[Provided data]
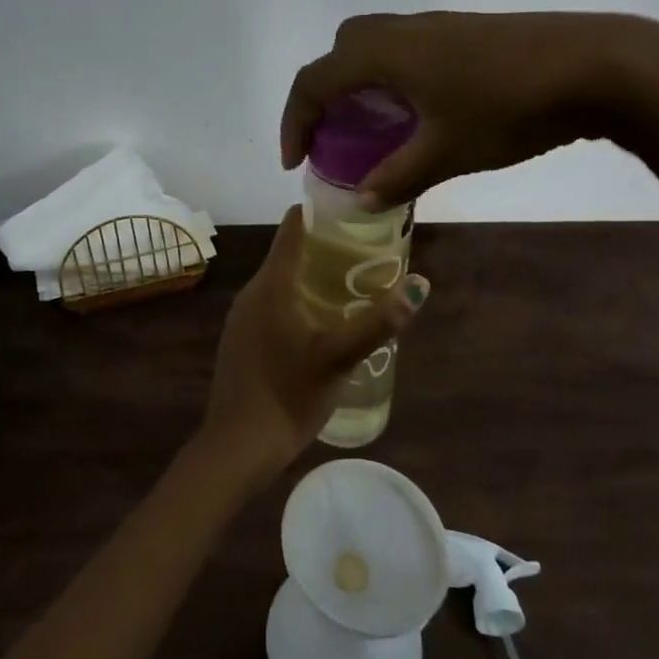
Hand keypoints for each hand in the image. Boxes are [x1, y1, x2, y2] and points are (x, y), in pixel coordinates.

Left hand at [196, 209, 429, 485]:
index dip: (320, 214)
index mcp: (272, 285)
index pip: (292, 228)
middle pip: (287, 253)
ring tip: (348, 286)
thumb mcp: (340, 357)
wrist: (238, 446)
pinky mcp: (240, 340)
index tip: (352, 212)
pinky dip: (295, 301)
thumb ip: (380, 321)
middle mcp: (252, 292)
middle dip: (323, 248)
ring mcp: (241, 318)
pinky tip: (318, 324)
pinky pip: (270, 305)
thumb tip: (420, 283)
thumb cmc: (290, 394)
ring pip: (279, 282)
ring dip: (310, 277)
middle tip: (364, 253)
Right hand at [280, 10, 658, 209]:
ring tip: (373, 129)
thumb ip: (397, 178)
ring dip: (360, 85)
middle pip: (341, 52)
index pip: (315, 79)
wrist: (595, 65)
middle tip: (333, 136)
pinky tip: (420, 114)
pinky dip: (392, 79)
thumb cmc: (508, 108)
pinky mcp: (465, 33)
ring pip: (375, 47)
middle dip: (325, 94)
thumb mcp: (447, 152)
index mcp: (384, 53)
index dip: (295, 120)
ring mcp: (436, 27)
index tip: (296, 161)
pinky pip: (406, 51)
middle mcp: (402, 30)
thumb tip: (362, 200)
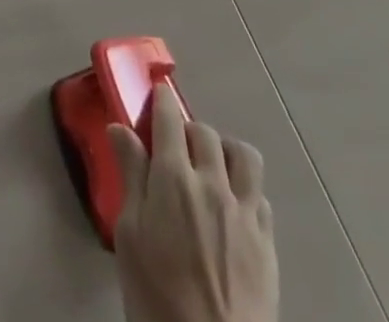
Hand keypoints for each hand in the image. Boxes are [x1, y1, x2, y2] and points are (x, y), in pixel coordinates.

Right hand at [109, 84, 278, 321]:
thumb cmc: (157, 295)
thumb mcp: (129, 236)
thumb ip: (130, 175)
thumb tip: (120, 127)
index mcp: (174, 177)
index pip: (169, 117)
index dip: (162, 99)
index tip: (157, 92)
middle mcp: (212, 183)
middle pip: (205, 132)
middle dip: (188, 129)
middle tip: (175, 146)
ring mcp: (245, 212)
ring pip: (243, 155)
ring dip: (225, 150)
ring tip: (212, 167)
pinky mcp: (268, 242)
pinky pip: (260, 196)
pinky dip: (245, 189)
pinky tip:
[/Provided data]
■ **Task goal**
Retyping should start at the first line of the data above and stop after the line with "thumb tip: (362, 200)", and no picture should be included.

■ **Result**
Hand keypoints for each hand in the image. Boxes are [x1, y1, x2, y2] and points are (x, y), in pixel coordinates.

Left hand at [196, 209, 429, 485]:
index dip: (320, 214)
index mcp: (272, 285)
index pip: (292, 228)
middle pip: (287, 253)
ring tip: (348, 286)
thumb mcp: (340, 357)
wrist: (238, 446)
pinky mcp: (240, 340)
index tip: (352, 212)
pinky dip: (295, 301)
thumb ip: (380, 321)
middle mcp: (252, 292)
middle dip: (323, 248)
ring mcp: (241, 318)
pinky tip: (318, 324)
pinky pip: (270, 305)
thumb tip: (420, 283)
thumb cmc: (290, 394)
ring pip: (279, 282)
ring dip: (310, 277)
middle tip: (364, 253)
Right hand at [280, 10, 658, 209]:
ring tip: (373, 129)
thumb ip: (397, 178)
ring dip: (360, 85)
middle pip: (341, 52)
index pip: (315, 79)
wrist: (595, 65)
middle tip: (333, 136)
pinky tip: (420, 114)
pinky dip: (392, 79)
thumb cmc: (508, 108)
pinky mcp: (465, 33)
ring pip: (375, 47)
middle dip: (325, 94)
thumb mcp: (447, 152)
index mcp: (384, 53)
index dip: (295, 120)
ring mcp: (436, 27)
index tip: (296, 161)
pinky pip: (406, 51)
middle mcp: (402, 30)
thumb tip: (362, 200)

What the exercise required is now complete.